(Collected data entries)
------

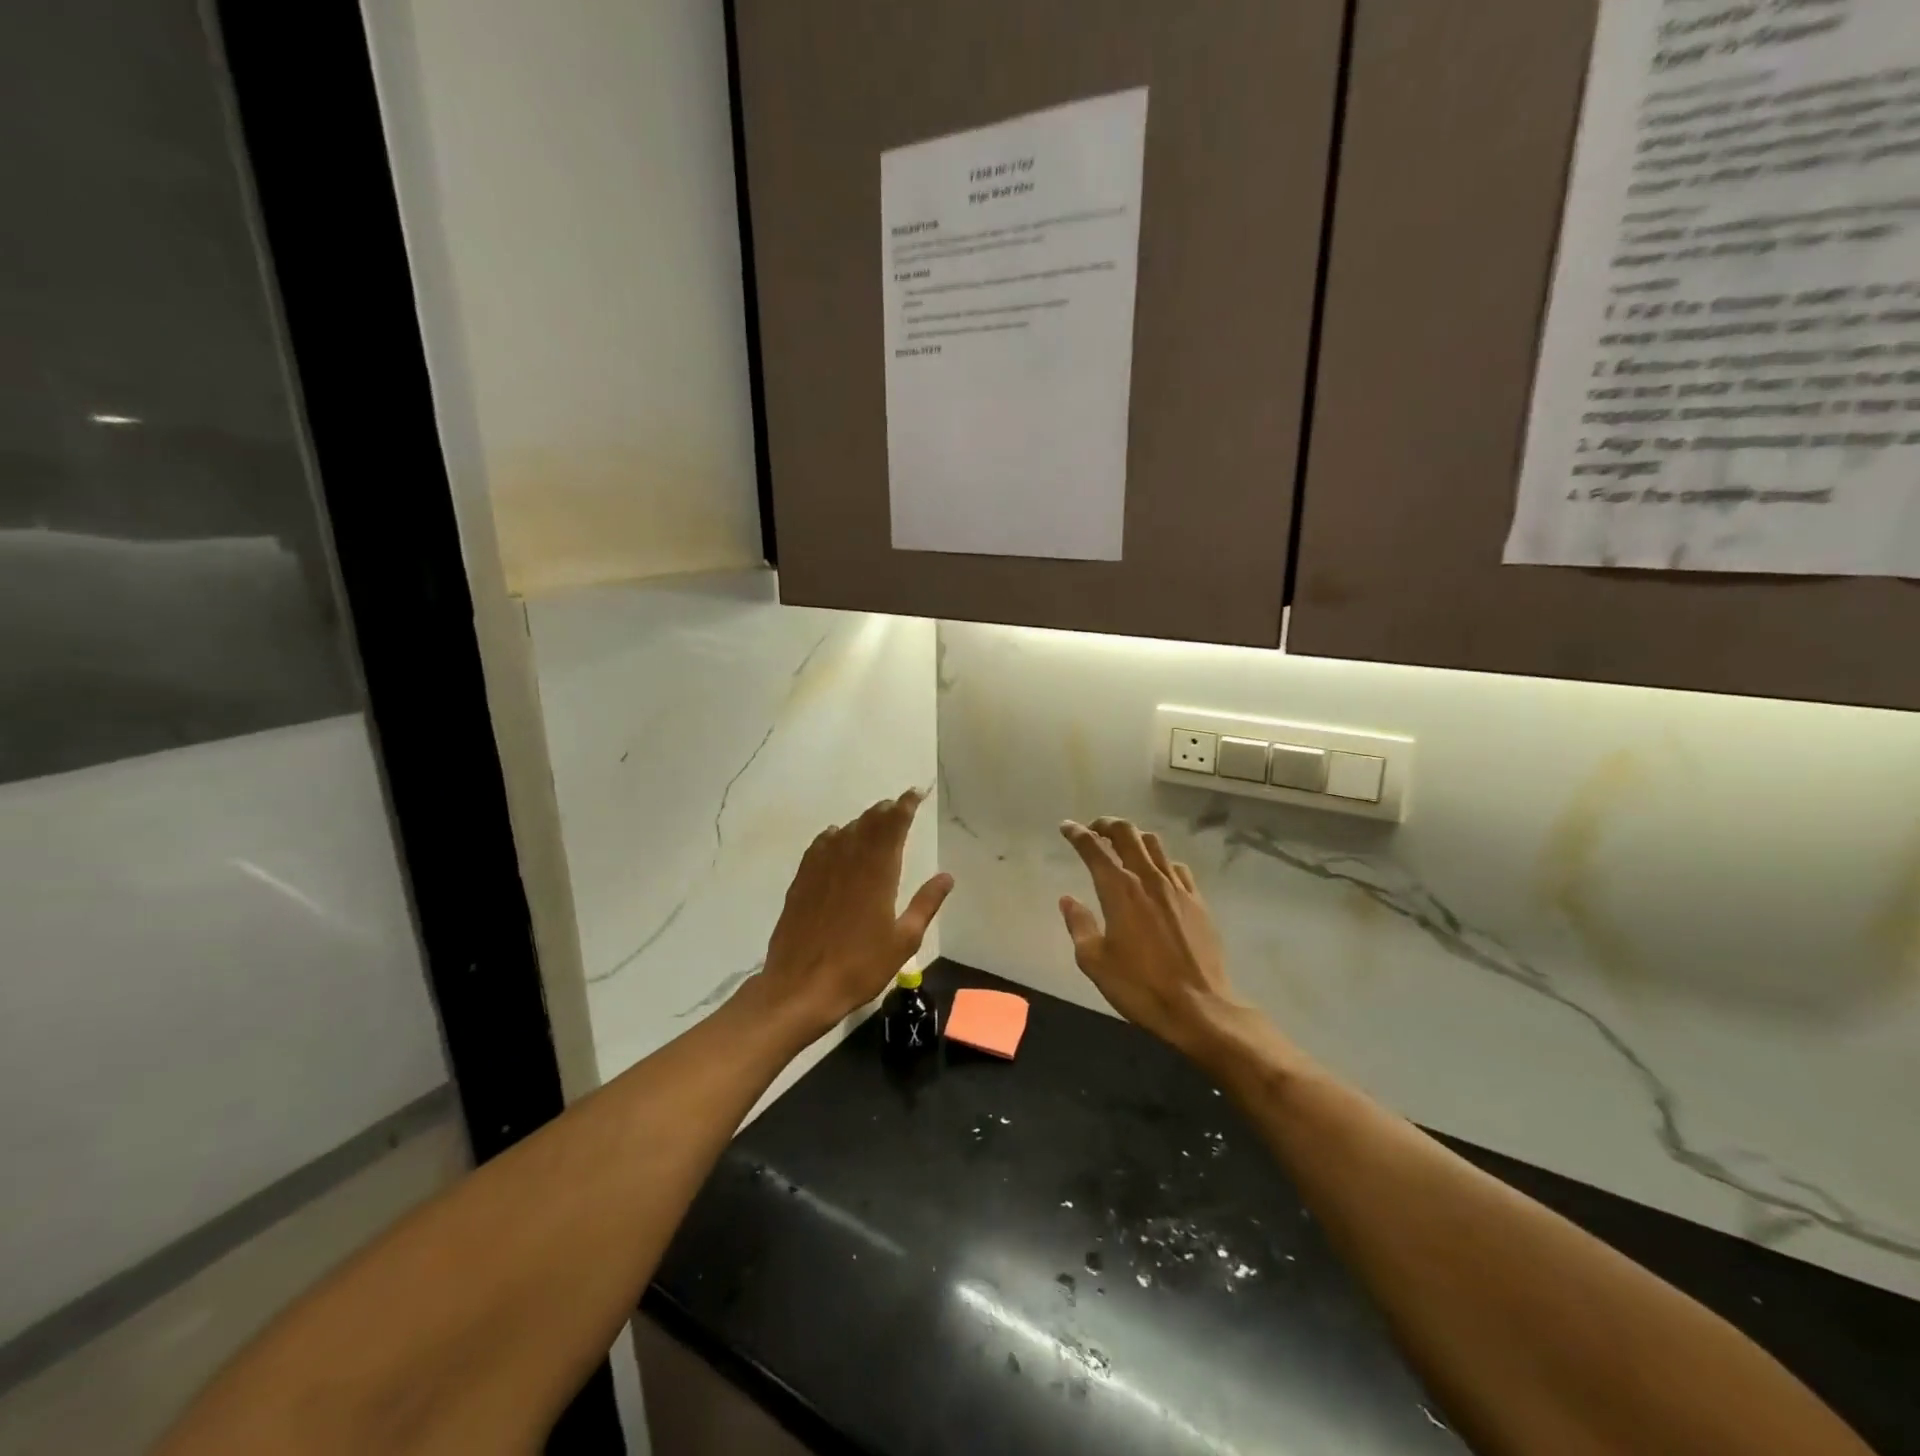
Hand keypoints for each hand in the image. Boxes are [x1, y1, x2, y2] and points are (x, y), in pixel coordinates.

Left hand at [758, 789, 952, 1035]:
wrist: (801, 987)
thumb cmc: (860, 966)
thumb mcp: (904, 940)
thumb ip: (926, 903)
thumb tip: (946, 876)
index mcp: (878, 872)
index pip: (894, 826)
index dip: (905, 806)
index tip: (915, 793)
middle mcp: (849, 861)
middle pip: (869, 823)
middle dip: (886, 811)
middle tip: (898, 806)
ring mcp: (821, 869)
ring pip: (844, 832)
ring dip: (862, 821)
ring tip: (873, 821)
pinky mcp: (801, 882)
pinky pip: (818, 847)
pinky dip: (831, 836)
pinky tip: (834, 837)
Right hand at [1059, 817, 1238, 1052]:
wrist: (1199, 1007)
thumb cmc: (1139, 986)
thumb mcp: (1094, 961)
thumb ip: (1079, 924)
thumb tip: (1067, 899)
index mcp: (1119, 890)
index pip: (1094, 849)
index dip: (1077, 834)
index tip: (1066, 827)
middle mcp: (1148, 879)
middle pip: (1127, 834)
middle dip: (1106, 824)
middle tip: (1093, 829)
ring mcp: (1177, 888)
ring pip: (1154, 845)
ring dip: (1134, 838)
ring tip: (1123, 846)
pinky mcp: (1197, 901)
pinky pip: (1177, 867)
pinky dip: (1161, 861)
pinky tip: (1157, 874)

------

Task:
Give the number of lines that hold the word "index" in these records, with nothing added.

Response:
8